* **Task**: Transcribe the entire listing below exactly.

*** Block opens ***

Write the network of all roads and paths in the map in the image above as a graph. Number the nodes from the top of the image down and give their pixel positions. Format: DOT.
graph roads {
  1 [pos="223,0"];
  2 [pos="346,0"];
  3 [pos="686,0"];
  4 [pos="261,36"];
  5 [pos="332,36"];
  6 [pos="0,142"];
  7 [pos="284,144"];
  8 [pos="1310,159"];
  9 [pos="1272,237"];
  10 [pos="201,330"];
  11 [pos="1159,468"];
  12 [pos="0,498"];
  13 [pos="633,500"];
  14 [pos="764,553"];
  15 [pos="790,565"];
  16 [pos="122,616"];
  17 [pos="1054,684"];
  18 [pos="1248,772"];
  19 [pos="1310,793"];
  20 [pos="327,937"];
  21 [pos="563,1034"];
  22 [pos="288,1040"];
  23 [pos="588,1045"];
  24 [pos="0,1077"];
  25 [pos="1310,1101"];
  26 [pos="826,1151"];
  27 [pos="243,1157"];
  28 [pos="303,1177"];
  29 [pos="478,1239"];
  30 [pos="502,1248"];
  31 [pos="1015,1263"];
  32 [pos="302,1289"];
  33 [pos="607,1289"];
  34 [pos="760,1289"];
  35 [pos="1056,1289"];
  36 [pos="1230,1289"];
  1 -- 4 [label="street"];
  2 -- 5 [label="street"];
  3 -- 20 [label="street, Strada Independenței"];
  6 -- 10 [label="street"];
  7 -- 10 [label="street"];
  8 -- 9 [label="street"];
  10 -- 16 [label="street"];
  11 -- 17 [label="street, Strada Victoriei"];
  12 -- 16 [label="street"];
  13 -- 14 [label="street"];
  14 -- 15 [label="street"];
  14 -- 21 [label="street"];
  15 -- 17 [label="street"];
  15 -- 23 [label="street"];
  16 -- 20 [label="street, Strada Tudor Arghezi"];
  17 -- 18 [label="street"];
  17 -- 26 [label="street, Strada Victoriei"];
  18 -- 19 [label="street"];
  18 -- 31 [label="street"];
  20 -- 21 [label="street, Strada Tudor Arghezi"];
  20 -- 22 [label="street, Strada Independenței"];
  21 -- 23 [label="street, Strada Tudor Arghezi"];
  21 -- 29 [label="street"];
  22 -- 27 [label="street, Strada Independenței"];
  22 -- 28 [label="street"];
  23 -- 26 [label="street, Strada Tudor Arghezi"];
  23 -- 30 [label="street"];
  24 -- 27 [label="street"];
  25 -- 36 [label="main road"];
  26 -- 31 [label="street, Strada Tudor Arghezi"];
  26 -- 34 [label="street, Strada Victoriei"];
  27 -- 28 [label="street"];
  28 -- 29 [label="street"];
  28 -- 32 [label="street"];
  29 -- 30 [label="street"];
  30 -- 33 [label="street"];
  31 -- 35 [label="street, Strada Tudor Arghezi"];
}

*** Block closes ***

* **Result of this task**:
Write the network of all roads and paths in the map in the image above as a graph. Number the nodes from the top of the image down and give their pixel positions. Format: DOT.
graph roads {
  1 [pos="223,0"];
  2 [pos="346,0"];
  3 [pos="686,0"];
  4 [pos="261,36"];
  5 [pos="332,36"];
  6 [pos="0,142"];
  7 [pos="284,144"];
  8 [pos="1310,159"];
  9 [pos="1272,237"];
  10 [pos="201,330"];
  11 [pos="1159,468"];
  12 [pos="0,498"];
  13 [pos="633,500"];
  14 [pos="764,553"];
  15 [pos="790,565"];
  16 [pos="122,616"];
  17 [pos="1054,684"];
  18 [pos="1248,772"];
  19 [pos="1310,793"];
  20 [pos="327,937"];
  21 [pos="563,1034"];
  22 [pos="288,1040"];
  23 [pos="588,1045"];
  24 [pos="0,1077"];
  25 [pos="1310,1101"];
  26 [pos="826,1151"];
  27 [pos="243,1157"];
  28 [pos="303,1177"];
  29 [pos="478,1239"];
  30 [pos="502,1248"];
  31 [pos="1015,1263"];
  32 [pos="302,1289"];
  33 [pos="607,1289"];
  34 [pos="760,1289"];
  35 [pos="1056,1289"];
  36 [pos="1230,1289"];
  1 -- 4 [label="street"];
  2 -- 5 [label="street"];
  3 -- 20 [label="street, Strada Independenței"];
  6 -- 10 [label="street"];
  7 -- 10 [label="street"];
  8 -- 9 [label="street"];
  10 -- 16 [label="street"];
  11 -- 17 [label="street, Strada Victoriei"];
  12 -- 16 [label="street"];
  13 -- 14 [label="street"];
  14 -- 15 [label="street"];
  14 -- 21 [label="street"];
  15 -- 17 [label="street"];
  15 -- 23 [label="street"];
  16 -- 20 [label="street, Strada Tudor Arghezi"];
  17 -- 18 [label="street"];
  17 -- 26 [label="street, Strada Victoriei"];
  18 -- 19 [label="street"];
  18 -- 31 [label="street"];
  20 -- 21 [label="street, Strada Tudor Arghezi"];
  20 -- 22 [label="street, Strada Independenței"];
  21 -- 23 [label="street, Strada Tudor Arghezi"];
  21 -- 29 [label="street"];
  22 -- 27 [label="street, Strada Independenței"];
  22 -- 28 [label="street"];
  23 -- 26 [label="street, Strada Tudor Arghezi"];
  23 -- 30 [label="street"];
  24 -- 27 [label="street"];
  25 -- 36 [label="main road"];
  26 -- 31 [label="street, Strada Tudor Arghezi"];
  26 -- 34 [label="street, Strada Victoriei"];
  27 -- 28 [label="street"];
  28 -- 29 [label="street"];
  28 -- 32 [label="street"];
  29 -- 30 [label="street"];
  30 -- 33 [label="street"];
  31 -- 35 [label="street, Strada Tudor Arghezi"];
}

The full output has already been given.